Specifically, alcohol has been shown to impair muscle protein synthesis. This is a key part of recovery (and future performance) as this is the primary mechanism that the muscle fibers adapt by. Not to mention, muscle protein synthesis and glycogen replenishment go hand in hand during post-exercise refueling.
Additionally, to make matters worse, alcohol looks to exacerbate the potential damage from exercise in some situations.
The research surrounding muscle glycogen resynthesis is somewhat less certain. Though it looks as if alcohol only impairs muscle glycogen resynthesis if its consumption displaces carbohydrate consumption.

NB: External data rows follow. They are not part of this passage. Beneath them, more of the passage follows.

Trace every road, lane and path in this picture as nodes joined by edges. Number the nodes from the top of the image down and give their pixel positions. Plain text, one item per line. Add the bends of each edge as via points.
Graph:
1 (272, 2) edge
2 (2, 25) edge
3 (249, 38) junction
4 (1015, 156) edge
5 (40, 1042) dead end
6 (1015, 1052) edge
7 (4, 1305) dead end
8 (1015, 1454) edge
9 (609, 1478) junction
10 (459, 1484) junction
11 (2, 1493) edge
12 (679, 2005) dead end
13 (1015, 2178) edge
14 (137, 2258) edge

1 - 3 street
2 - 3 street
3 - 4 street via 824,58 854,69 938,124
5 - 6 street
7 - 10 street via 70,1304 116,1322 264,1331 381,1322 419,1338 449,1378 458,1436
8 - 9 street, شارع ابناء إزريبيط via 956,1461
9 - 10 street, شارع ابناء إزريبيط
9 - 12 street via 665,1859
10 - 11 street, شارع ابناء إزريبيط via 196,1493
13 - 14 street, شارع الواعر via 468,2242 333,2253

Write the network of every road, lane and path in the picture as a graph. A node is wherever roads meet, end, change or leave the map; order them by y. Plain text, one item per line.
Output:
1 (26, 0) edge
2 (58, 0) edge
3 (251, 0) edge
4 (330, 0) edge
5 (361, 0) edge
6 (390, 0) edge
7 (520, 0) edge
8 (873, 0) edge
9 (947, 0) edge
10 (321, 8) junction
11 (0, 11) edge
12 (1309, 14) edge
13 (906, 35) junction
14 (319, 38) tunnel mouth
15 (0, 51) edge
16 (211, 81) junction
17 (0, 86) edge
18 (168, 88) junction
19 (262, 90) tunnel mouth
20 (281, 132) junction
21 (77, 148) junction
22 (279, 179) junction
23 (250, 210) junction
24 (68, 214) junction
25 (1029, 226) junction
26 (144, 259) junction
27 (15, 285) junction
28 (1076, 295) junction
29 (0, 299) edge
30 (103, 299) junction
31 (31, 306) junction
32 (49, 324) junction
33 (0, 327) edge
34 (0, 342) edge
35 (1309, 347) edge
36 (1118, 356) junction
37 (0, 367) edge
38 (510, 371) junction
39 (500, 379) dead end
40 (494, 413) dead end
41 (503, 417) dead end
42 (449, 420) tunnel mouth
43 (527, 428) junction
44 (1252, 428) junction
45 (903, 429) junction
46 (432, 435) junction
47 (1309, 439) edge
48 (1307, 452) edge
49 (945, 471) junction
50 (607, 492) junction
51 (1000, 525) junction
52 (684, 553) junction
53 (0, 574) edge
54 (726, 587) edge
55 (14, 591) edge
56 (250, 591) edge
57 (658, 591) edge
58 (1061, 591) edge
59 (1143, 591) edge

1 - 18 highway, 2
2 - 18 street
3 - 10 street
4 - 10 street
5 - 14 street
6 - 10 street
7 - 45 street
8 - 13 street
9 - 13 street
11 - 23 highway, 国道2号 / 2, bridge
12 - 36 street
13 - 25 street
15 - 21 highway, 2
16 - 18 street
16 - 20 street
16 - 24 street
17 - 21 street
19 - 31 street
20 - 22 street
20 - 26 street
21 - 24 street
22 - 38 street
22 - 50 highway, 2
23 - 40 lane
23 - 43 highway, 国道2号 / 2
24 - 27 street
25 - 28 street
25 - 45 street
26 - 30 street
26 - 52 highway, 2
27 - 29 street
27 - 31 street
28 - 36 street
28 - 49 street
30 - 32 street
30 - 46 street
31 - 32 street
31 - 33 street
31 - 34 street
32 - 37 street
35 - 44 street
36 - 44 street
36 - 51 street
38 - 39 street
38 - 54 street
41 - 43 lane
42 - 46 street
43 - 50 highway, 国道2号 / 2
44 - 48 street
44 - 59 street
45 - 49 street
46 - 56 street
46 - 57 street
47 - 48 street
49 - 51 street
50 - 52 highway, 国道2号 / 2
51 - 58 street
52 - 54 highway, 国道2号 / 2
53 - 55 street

Alcohol pre-exercise (Yes, you read that right…. In the name of science, of course), in this case around 1 drink (12g), looks to change very little in terms of glucose and fat metabolism, though there does seem to be a rise in lactate.
The Big Takeaway:
If you are going to drink pre-exercise, it will probably make very little difference to your physiology, aside from having to metabolize the alcohol itself. Of course, it may impact safety and skill execution.
Alcohol might impair your recovery in the post-exercise window, so be careful if you decide to drink during your training blocks. We’re not suggesting you go out and start partying. But that said, a drink or two probably won’t harm you too much from a glucose perspective.
- Moderate alcohol consumption may have some positive health impacts, but also has the potential to negatively impact recovery.
- In terms of glucose, alcohol tends to limit steep glucose rushes when associated with food.
- Alcohol itself won’t rush glucose, but other parts of the drink may. For example, the carbohydrates in beer or sugar in a mixed drink can rush your glucose.